BACKGROUND: Melatonin is an endogenous substance which plays a key role in sleep induction by reducing sleep onset latency; it has been approved by the European Food Safety Authority as a food supplement for exogenous administration. Oniria(®) is a food supplement formulated as 1.98 mg of prolonged-release melatonin tablets; it displays a dual dissolution profile in vitro. OBJECTIVES: The main objective of the present study was to evaluate the relative oral bioavailability of Oniria(®), in comparison with immediate-release tablets (IRT) with a similar melatonin content as a reference. We also attempted to characterize the circadian rhythm of endogenous melatonin.
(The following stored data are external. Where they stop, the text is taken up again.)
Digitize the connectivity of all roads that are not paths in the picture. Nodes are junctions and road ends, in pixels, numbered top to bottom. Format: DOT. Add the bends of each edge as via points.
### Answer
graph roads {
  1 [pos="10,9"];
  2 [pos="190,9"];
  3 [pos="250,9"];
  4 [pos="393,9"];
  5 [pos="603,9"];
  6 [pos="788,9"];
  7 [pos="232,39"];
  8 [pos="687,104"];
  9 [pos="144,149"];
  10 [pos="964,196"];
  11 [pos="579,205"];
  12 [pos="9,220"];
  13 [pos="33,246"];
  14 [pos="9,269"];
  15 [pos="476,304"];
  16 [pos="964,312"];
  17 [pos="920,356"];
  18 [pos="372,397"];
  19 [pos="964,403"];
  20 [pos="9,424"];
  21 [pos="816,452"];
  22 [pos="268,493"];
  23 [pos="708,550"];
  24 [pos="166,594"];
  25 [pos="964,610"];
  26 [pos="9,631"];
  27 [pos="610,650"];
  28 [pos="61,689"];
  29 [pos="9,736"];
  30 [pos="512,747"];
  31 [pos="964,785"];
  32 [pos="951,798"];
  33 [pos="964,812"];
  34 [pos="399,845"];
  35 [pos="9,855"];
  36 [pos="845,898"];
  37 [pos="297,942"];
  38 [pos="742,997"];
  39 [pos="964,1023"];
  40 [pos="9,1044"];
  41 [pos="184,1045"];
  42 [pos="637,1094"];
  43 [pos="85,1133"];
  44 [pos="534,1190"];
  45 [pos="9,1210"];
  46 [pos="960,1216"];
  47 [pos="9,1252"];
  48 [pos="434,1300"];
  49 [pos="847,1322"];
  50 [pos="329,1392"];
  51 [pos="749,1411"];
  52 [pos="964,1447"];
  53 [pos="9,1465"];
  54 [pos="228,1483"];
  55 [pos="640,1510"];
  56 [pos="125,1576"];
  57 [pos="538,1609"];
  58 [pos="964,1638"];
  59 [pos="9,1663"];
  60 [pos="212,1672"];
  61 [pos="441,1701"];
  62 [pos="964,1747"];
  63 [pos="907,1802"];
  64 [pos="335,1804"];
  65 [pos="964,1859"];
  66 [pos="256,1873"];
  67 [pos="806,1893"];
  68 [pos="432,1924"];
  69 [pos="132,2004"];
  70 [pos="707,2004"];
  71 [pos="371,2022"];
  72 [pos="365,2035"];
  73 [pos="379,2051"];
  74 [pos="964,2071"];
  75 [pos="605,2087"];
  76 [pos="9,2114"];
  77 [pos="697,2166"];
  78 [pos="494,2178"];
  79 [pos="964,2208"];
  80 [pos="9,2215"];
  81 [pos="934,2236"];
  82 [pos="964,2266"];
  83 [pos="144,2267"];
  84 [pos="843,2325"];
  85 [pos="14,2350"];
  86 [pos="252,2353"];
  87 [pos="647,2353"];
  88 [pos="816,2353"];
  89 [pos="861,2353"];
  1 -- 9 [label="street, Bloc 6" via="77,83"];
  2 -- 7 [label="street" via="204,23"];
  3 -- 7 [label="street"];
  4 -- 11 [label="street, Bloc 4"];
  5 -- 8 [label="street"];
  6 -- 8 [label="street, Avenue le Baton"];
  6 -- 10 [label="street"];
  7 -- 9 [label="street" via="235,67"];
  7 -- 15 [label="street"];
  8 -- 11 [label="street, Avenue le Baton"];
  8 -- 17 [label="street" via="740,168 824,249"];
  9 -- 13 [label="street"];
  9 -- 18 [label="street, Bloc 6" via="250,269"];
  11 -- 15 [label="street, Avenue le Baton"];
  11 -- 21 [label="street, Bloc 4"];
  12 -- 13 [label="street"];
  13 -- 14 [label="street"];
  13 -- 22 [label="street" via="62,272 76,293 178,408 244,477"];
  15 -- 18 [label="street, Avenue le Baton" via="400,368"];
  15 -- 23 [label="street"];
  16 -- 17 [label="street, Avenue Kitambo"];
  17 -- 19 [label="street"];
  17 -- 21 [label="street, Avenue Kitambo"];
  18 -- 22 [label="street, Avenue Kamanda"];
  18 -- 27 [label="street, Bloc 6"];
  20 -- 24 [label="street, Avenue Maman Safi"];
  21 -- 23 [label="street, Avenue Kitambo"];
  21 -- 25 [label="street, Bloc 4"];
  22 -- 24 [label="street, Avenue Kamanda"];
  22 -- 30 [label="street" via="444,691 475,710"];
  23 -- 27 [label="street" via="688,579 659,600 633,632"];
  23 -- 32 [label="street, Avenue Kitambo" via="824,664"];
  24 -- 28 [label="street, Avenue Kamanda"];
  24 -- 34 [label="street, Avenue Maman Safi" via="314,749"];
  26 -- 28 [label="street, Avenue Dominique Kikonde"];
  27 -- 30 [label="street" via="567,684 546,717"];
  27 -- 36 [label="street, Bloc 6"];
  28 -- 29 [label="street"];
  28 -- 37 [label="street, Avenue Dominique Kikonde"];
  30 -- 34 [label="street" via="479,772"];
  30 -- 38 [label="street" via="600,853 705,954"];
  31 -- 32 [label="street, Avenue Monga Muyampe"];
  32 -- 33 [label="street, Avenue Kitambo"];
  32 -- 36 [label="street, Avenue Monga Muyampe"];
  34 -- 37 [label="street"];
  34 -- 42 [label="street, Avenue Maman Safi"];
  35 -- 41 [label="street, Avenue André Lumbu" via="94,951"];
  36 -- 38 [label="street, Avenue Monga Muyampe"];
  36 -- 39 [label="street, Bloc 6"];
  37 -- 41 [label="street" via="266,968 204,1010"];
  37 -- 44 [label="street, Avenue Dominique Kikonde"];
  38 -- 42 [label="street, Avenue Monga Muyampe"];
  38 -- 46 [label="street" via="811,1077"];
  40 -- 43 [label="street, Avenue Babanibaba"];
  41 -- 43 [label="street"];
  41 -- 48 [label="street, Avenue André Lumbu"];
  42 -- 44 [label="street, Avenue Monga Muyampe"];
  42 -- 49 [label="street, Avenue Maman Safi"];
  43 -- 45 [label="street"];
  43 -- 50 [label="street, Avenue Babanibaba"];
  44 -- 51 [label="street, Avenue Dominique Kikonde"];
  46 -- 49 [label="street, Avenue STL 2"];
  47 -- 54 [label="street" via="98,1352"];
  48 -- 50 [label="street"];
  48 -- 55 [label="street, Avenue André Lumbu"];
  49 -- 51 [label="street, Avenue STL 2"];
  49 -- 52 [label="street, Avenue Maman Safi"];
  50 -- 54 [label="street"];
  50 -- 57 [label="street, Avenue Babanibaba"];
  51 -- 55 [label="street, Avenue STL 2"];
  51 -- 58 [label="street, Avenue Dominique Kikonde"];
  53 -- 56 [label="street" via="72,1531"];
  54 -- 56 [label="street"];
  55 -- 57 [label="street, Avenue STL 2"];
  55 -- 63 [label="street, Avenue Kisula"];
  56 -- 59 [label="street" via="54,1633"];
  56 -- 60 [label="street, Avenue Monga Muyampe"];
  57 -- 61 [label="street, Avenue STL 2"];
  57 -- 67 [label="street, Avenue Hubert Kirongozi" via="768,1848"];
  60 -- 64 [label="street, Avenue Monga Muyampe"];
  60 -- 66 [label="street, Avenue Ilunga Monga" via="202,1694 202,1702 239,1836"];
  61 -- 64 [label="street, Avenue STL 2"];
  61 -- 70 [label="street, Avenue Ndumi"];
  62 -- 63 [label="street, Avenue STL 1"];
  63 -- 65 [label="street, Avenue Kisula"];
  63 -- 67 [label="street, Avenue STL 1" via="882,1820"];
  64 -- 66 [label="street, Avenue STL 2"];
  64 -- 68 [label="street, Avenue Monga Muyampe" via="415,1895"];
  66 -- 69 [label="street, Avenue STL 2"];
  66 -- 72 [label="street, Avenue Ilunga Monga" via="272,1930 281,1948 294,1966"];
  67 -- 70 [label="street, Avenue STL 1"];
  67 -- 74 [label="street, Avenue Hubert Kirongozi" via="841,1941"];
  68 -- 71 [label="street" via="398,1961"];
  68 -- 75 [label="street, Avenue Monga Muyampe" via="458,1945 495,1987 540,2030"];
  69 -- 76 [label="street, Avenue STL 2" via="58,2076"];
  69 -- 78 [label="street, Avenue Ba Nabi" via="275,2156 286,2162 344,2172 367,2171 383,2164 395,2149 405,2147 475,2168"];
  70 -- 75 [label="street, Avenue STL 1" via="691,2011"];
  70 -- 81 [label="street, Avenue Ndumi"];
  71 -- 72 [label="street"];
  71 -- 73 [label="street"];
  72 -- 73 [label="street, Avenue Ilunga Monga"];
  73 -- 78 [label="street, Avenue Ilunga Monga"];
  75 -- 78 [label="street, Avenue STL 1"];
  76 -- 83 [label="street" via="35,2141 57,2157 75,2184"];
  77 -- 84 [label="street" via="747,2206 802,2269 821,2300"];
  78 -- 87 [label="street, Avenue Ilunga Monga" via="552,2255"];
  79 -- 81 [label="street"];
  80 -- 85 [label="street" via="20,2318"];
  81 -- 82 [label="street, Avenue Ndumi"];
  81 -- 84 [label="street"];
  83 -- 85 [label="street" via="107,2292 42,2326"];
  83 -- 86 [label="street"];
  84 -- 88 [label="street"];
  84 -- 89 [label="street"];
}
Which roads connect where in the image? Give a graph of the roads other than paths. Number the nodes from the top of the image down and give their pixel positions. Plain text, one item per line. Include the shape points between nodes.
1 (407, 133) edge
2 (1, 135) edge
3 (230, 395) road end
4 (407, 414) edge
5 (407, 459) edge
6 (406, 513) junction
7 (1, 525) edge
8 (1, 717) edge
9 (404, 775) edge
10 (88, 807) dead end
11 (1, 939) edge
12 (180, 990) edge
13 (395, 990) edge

METHODS: We performed an open-label, cross-over, randomized, phase I clinical study with two sequences and three periods involving 14 healthy volunteers. We characterized the endogenous melatonin circadian profile (period 1) and pharmacokinetics (PK) of both Oniria(®) and the reference melatonin (periods 2 and 3). RESULTS: Two phases were clearly differentiated in the PK profile of Oniria(®). An initial one, from dosing up to 2 h, and a delayed one from 2 to 11 h post-administration. During the initial phase, both melatonin formulations were equivalent, with a C(max) value close to 4000 pg/mL. However, in the delayed phase, Oniria(®) showed significantly higher melatonin concentrations than the IRT (three times higher at 4–6 h post-administration). Moreover, Oniria(®) exhibited concentrations above the endogenous melatonin peak of 80 pg/mL for up to 2.5 h versus the reference formulation, potentially suggesting an effect of Oniria(®), not only in the induction of sleep, but also in the maintenance. CONCLUSION: Oniria(®) could be a highly promising food supplement, not only for sleep induction but also for the maintenance of sleep.